Am 01.05.2006 um 14:29 schrieb Paul Lynch:
you have assumed that your data is old style ascii, and have discovered by accident that even plain ascii can have many different encodings.

That's nonsense. ASCII is an encoding, and it can't "have many different encodings". That would be like saying that pure red can be certain shades of green.


As Sherm alluded, ASCII is defined as a certain set of 128 different characters (numbered from 0 to 127). There are many encodings that start with the same 128 characters but also allow different characters. The most common of these are ISO Latin-1 and Windows Latin-1. Those fill all 256 possible characters. A very common one on the Mac is MacRoman, which also matches the others in the first 128 characters, but then contains different ones in the ones that have the high bit set.

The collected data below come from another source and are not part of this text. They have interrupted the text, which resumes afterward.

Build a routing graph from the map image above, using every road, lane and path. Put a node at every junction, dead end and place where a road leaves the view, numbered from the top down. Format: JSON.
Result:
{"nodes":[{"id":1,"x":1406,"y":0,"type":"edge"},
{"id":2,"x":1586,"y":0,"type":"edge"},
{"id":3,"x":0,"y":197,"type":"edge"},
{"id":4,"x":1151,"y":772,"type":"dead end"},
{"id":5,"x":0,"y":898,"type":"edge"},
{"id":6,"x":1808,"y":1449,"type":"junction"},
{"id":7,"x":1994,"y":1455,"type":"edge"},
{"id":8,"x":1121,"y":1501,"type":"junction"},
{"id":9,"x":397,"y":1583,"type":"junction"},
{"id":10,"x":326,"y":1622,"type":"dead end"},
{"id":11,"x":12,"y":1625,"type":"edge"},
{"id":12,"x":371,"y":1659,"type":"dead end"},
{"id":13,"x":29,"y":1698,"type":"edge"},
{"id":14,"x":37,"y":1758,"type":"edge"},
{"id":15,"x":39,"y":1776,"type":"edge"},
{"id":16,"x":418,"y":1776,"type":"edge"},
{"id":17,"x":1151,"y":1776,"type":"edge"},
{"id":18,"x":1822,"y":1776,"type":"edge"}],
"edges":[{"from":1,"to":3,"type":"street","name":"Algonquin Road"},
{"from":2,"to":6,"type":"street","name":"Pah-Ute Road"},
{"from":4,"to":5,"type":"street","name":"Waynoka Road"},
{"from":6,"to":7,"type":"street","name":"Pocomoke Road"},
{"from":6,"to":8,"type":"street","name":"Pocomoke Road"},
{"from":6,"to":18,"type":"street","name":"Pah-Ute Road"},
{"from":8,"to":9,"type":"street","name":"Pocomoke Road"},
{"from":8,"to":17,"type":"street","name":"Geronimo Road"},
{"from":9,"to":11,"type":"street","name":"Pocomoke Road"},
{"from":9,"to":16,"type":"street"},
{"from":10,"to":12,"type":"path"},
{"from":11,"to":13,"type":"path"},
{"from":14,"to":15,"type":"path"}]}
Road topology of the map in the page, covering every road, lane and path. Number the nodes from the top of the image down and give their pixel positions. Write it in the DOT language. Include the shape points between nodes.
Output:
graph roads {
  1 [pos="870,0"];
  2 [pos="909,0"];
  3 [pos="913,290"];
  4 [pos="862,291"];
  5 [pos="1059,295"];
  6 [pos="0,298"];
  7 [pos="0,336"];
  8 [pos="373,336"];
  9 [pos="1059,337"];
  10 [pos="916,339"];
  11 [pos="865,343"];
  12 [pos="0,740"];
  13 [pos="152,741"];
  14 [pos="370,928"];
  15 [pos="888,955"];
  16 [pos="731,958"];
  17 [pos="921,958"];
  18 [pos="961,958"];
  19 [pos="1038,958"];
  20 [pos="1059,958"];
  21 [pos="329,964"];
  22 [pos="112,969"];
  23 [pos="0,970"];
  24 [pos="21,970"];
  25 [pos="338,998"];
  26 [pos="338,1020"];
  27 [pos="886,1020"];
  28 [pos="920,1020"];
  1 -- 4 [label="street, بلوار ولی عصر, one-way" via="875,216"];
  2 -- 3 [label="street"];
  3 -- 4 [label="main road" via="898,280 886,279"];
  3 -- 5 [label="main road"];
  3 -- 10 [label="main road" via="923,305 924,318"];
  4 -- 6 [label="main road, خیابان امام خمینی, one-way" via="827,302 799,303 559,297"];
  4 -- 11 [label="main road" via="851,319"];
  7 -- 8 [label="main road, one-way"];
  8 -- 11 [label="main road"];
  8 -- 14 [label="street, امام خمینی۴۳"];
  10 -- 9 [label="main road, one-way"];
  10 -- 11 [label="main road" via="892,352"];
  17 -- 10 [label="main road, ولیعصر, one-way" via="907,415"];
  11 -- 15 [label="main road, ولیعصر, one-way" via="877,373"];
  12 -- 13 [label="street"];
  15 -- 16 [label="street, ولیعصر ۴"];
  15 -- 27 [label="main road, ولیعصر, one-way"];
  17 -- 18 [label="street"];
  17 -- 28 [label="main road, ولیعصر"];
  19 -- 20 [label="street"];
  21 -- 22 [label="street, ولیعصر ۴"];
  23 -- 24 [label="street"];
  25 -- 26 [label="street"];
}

So, unless or until you know what encoding your text is in, you won't be able to make much sense of it.

Phil Faber wrote:
I want to be able to read from any file type (.txt, .doc, .xls, etc) one 'literal byte' (that is, a string of eight ones-and-zeros) at a time. The file could be any size. For each byte I want to be able to get the actual ASCII value of that byte (a number from zero to 255). (I know that some data has to be represented by one, two or four bytes but I am particularly interested in accessing each 8- bit byte one at a time.)

Either you want to read text or data. If you want to read data, use NSData (hence the name) or any of the other low-level access methods (NSStream, NSFileHandle, mmap(), fread(), FSRead() ...).


(a) this only works for basic ASCII characters (for example, "A" appears as ASCII 65) but not non-standard characters (for example, "å" appears as ASCII -116 ... yes, MINUS 116)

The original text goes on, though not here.